Thursday, January 18, 2007

Is it the 51st century already*?

I got an unexpected email from Ian Potter the other day, with some very good news. For those unaware of Ian, he - along with Phil Purser-Hallard - is one of the main reasons that I wish the BBC Doctor Who book range had either (a) kept going a bit longer or (b) been more receptive to talent over nepotism.

Put simply, Ian is the one great discovery (for me, at least) of the Big Finish short story collection, and I think it's a great shame that he never got a chance to write a full length Who novel. For Big Finish, he never disappointed and wrote the first truly excellent Short Trips story, "Still Lives", which uses a minor detail from Inferno to create a subtle and genuinely moving tale of alternate universes. If you haven't read it, hunt down a copy of the collection on eBay and give yourself a treat.

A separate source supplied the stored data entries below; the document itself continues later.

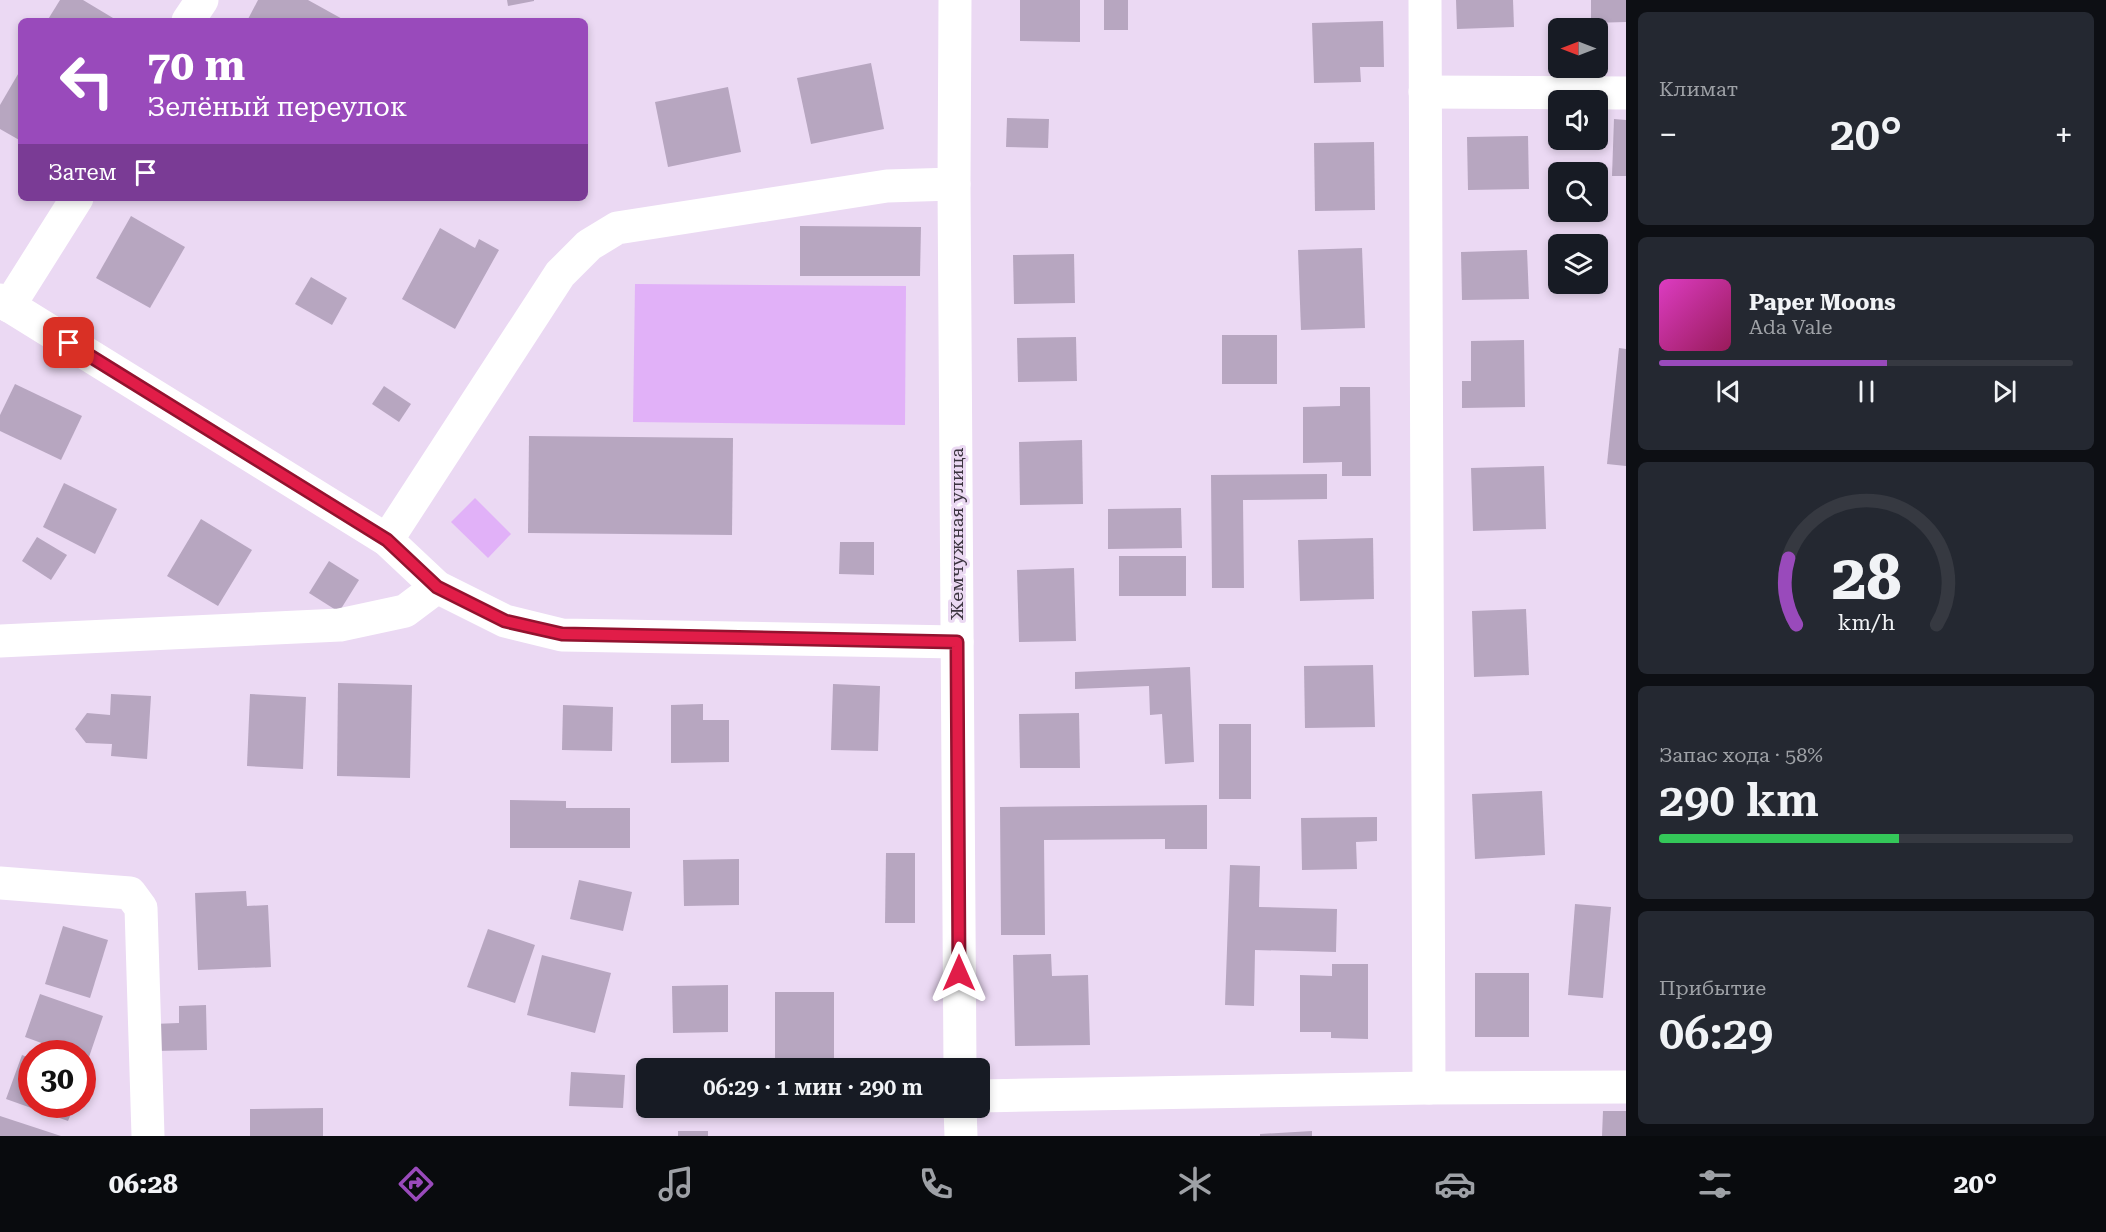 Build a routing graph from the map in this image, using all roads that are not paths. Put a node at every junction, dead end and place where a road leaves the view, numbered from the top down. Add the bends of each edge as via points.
1 (201, 0) edge
2 (955, 0) edge
3 (1425, 0) edge
4 (190, 18) edge
5 (1425, 92) junction
6 (1626, 93) edge
7 (954, 184) junction
8 (75, 201) edge
9 (4, 303) edge
10 (387, 540) junction
11 (437, 587) junction
12 (0, 641) edge
13 (957, 642) junction
14 (0, 883) edge
15 (960, 1058) edge
16 (1626, 1087) edge
17 (1429, 1088) junction
18 (990, 1096) edge
19 (960, 1118) edge
20 (148, 1136) edge
21 (961, 1136) edge

1 - 4 street
2 - 7 street, Жемчужная улица
3 - 5 street
5 - 6 street
5 - 17 street
7 - 10 street via 887,186 617,228 589,245 560,274
7 - 13 street, Жемчужная улица
8 - 9 street
9 - 10 street
10 - 11 street
11 - 12 street via 405,611 340,625
11 - 13 street via 505,621 562,634
13 - 15 street, Жемчужная улица
14 - 20 street via 130,893 141,908
16 - 17 street
17 - 18 street
19 - 21 street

Anyway, the good news is that Ian has had a comedy series commissioned for BBC radio, in seven fifteen minute parts and called No Tomatoes , to start later this year. I've never seen any of his non-prose work (although he was short-listed for the Alfred Bradley Bursary Awards for one of his plays recently), but if his prose is any measure, the series should be more than worth tuning in for ('tuning in for' - how old does that make me sound? Someone get me the wireless, a pair of comfy slippers and a copy of 'Dick Barton - Special Agent').

Between this and little hints that the likes of Simon Forward and Mark Michalowski have dropped on their blogs about mysterious new commissions, it looks like this year could finally be the one in which the cream of the Who crop stage a great breakout from the tie-in ghetto and launch mainstream careers.

And not before time, frankly.

* Do I win a prize for most cumbersome and geeky blog post title ever?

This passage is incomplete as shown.